Although we can’t control the deepening of this gifted awareness, we can open ourselves to receive it more fully. We can be more alert and attentive to God’s mysterious, yet abiding Presence, and be more sensitive to the graced shifts in our inner landscapes. We can let the inspired contemplative awareness of others deepen our faith and strengthen our resolve as contemplative leaders.

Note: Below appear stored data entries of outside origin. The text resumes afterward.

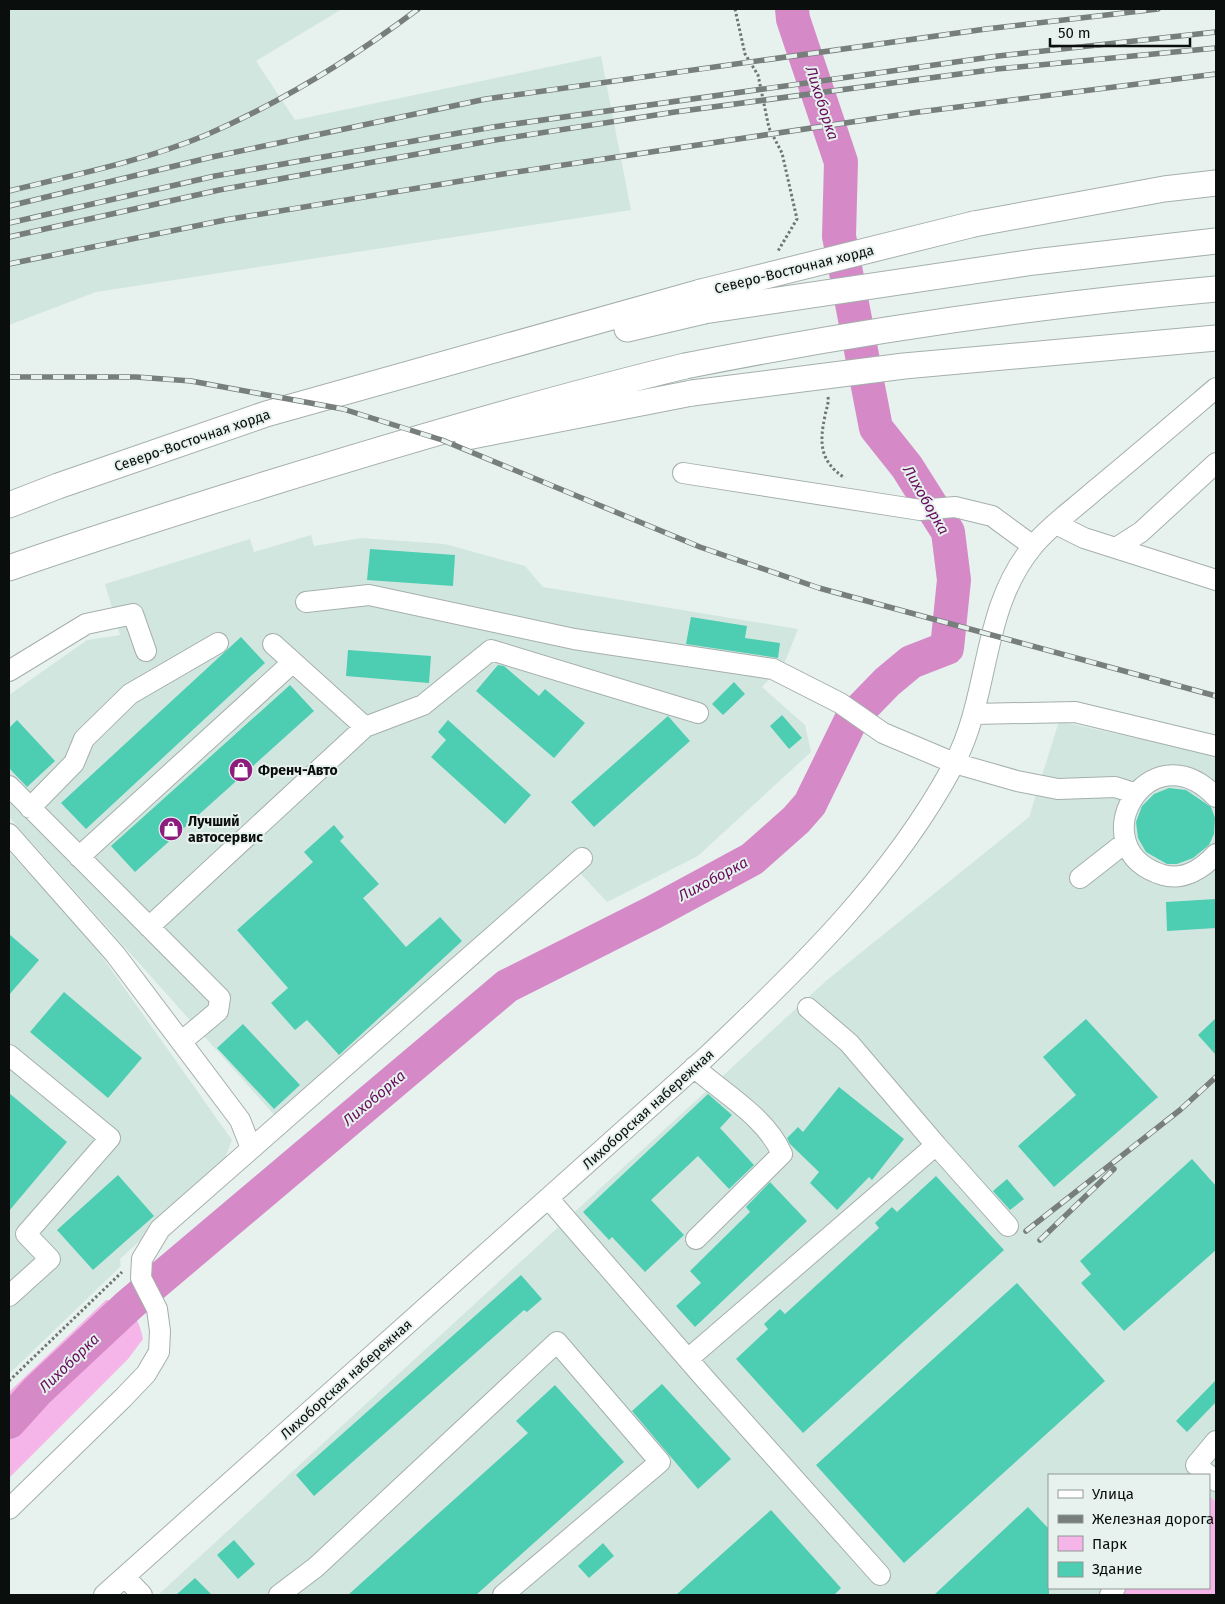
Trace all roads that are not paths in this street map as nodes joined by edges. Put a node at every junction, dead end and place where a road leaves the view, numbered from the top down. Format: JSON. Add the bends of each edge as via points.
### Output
{"nodes":[{"id":1,"x":1216,"y":183,"type":"edge"},
{"id":2,"x":1216,"y":241,"type":"edge"},
{"id":3,"x":1216,"y":289,"type":"edge"},
{"id":4,"x":703,"y":302,"type":"junction"},
{"id":5,"x":1216,"y":338,"type":"edge"},
{"id":6,"x":1216,"y":388,"type":"edge"},
{"id":7,"x":373,"y":451,"type":"junction"},
{"id":8,"x":1216,"y":463,"type":"edge"},
{"id":9,"x":683,"y":473,"type":"dead end"},
{"id":10,"x":9,"y":505,"type":"edge"},
{"id":11,"x":1056,"y":524,"type":"junction"},
{"id":12,"x":1033,"y":546,"type":"junction"},
{"id":13,"x":1116,"y":548,"type":"junction"},
{"id":14,"x":9,"y":568,"type":"edge"},
{"id":15,"x":1216,"y":580,"type":"edge"},
{"id":16,"x":306,"y":602,"type":"dead end"},
{"id":17,"x":218,"y":643,"type":"dead end"},
{"id":18,"x":274,"y":644,"type":"dead end"},
{"id":19,"x":146,"y":651,"type":"dead end"},
{"id":20,"x":293,"y":662,"type":"junction"},
{"id":21,"x":9,"y":671,"type":"edge"},
{"id":22,"x":698,"y":713,"type":"dead end"},
{"id":23,"x":973,"y":714,"type":"junction"},
{"id":24,"x":365,"y":727,"type":"junction"},
{"id":25,"x":1216,"y":746,"type":"edge"},
{"id":26,"x":954,"y":763,"type":"junction"},
{"id":27,"x":9,"y":786,"type":"edge"},
{"id":28,"x":1134,"y":793,"type":"junction"},
{"id":29,"x":1216,"y":797,"type":"edge"},
{"id":30,"x":30,"y":808,"type":"junction"},
{"id":31,"x":9,"y":834,"type":"edge"},
{"id":32,"x":1126,"y":842,"type":"junction"},
{"id":33,"x":1216,"y":854,"type":"edge"},
{"id":34,"x":79,"y":856,"type":"junction"},
{"id":35,"x":582,"y":858,"type":"dead end"},
{"id":36,"x":1080,"y":878,"type":"dead end"},
{"id":37,"x":149,"y":927,"type":"junction"},
{"id":38,"x":808,"y":1008,"type":"dead end"},
{"id":39,"x":181,"y":1042,"type":"junction"},
{"id":40,"x":9,"y":1056,"type":"edge"},
{"id":41,"x":694,"y":1068,"type":"junction"},
{"id":42,"x":936,"y":1146,"type":"junction"},
{"id":43,"x":252,"y":1148,"type":"junction"},
{"id":44,"x":548,"y":1198,"type":"junction"},
{"id":45,"x":1008,"y":1226,"type":"dead end"},
{"id":46,"x":696,"y":1239,"type":"dead end"},
{"id":47,"x":9,"y":1296,"type":"edge"},
{"id":48,"x":688,"y":1358,"type":"junction"},
{"id":49,"x":1216,"y":1441,"type":"edge"},
{"id":50,"x":1192,"y":1470,"type":"edge"},
{"id":51,"x":9,"y":1509,"type":"edge"},
{"id":52,"x":880,"y":1575,"type":"dead end"},
{"id":53,"x":125,"y":1577,"type":"junction"},
{"id":54,"x":104,"y":1595,"type":"edge"},
{"id":55,"x":142,"y":1595,"type":"edge"},
{"id":56,"x":279,"y":1595,"type":"edge"},
{"id":57,"x":503,"y":1595,"type":"edge"}],
"edges":[{"from":1,"to":4,"type":"main road","name":"Северо-Восточная хорда","bridge":true,"via":[[1164,189],[974,224]]},
{"from":2,"to":4,"type":"main road","name":"Северо-Восточная хорда","bridge":true},
{"from":3,"to":7,"type":"main road","bridge":true,"via":[[1038,307],[808,342],[685,366],[567,395]]},
{"from":4,"to":10,"type":"main road","name":"Северо-Восточная хорда","via":[[266,414]]},
{"from":5,"to":7,"type":"main road","bridge":true,"via":[[904,366],[692,393],[496,433]]},
{"from":6,"to":11,"type":"street","name":"Лихоборская набережная"},
{"from":7,"to":14,"type":"main road","via":[[92,538]]},
{"from":8,"to":13,"type":"street","via":[[1141,532]]},
{"from":9,"to":12,"type":"street","via":[[920,510],[955,508],[992,516]]},
{"from":11,"to":12,"type":"street","name":"Лихоборская набережная"},
{"from":11,"to":13,"type":"street","via":[[1084,538]]},
{"from":12,"to":23,"type":"street","name":"Лихоборская набережная","via":[[1005,588]]},
{"from":13,"to":15,"type":"street"},
{"from":16,"to":26,"type":"street","via":[[370,596],[574,640],[773,669],[840,703],[884,733]]},
{"from":17,"to":30,"type":"street","via":[[130,694],[84,739],[74,763]]},
{"from":18,"to":20,"type":"street"},
{"from":19,"to":21,"type":"street","via":[[133,614],[86,624]]},
{"from":20,"to":24,"type":"street"},
{"from":20,"to":34,"type":"street"},
{"from":22,"to":24,"type":"street","via":[[491,650],[423,705]]},
{"from":23,"to":25,"type":"street","via":[[1075,712]]},
{"from":23,"to":26,"type":"street","name":"Лихоборская набережная"},
{"from":24,"to":37,"type":"street"},
{"from":26,"to":28,"type":"street","via":[[1058,789],[1115,787]]},
{"from":26,"to":41,"type":"street","name":"Лихоборская набережная","via":[[913,828],[859,902],[782,985]]},
{"from":27,"to":30,"type":"street"},
{"from":28,"to":29,"type":"street","via":[[1149,781],[1177,775],[1204,784]]},
{"from":28,"to":32,"type":"street","via":[[1124,817]]},
{"from":30,"to":34,"type":"street"},
{"from":31,"to":39,"type":"street","via":[[115,954]]},
{"from":32,"to":33,"type":"street","via":[[1136,859],[1150,871],[1169,876],[1188,874],[1205,866]]},
{"from":32,"to":36,"type":"street"},
{"from":34,"to":37,"type":"street"},
{"from":35,"to":43,"type":"street"},
{"from":37,"to":39,"type":"street","via":[[220,998],[218,1011]]},
{"from":38,"to":42,"type":"street","via":[[849,1043]]},
{"from":39,"to":43,"type":"street","via":[[240,1120]]},
{"from":40,"to":47,"type":"street","via":[[110,1138],[26,1234],[50,1259]]},
{"from":41,"to":44,"type":"street","name":"Лихоборская набережная"},
{"from":41,"to":46,"type":"street","via":[[764,1125],[782,1154]]},
{"from":42,"to":45,"type":"street"},
{"from":42,"to":48,"type":"street"},
{"from":43,"to":51,"type":"street","via":[[160,1229],[141,1269],[157,1309],[160,1331],[159,1352],[146,1374]]},
{"from":44,"to":48,"type":"street"},
{"from":44,"to":53,"type":"street","name":"Лихоборская набережная"},
{"from":48,"to":52,"type":"street"},
{"from":49,"to":50,"type":"street"},
{"from":53,"to":54,"type":"street","name":"Лихоборская набережная"},
{"from":53,"to":55,"type":"street"},
{"from":56,"to":57,"type":"street","via":[[316,1567],[558,1342],[660,1462]]}]}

The contemplative awareness by which we live and move in God can open us to vast, yet intimate wisdom and mysterious guidance that can ground and nourish our contemplative leadership. It affirms the reality of the invisible Mystery holding and permeating the visible world we can see, hear, touch, and experience directly. This contemplative awareness of living in God can deepen our consciousness of the ocean of Holy Life constantly flowing in and through creation. It can ground our Spirit-led contemplative leadership in this mysterious flow of God’s liberating love. This deep and wide awareness invites contemplative leaders to open more fully to the Beloved’s life-giving spiritual gifts—as well as to the Gracious Giver of these gifts, who is the greatest Gift of all.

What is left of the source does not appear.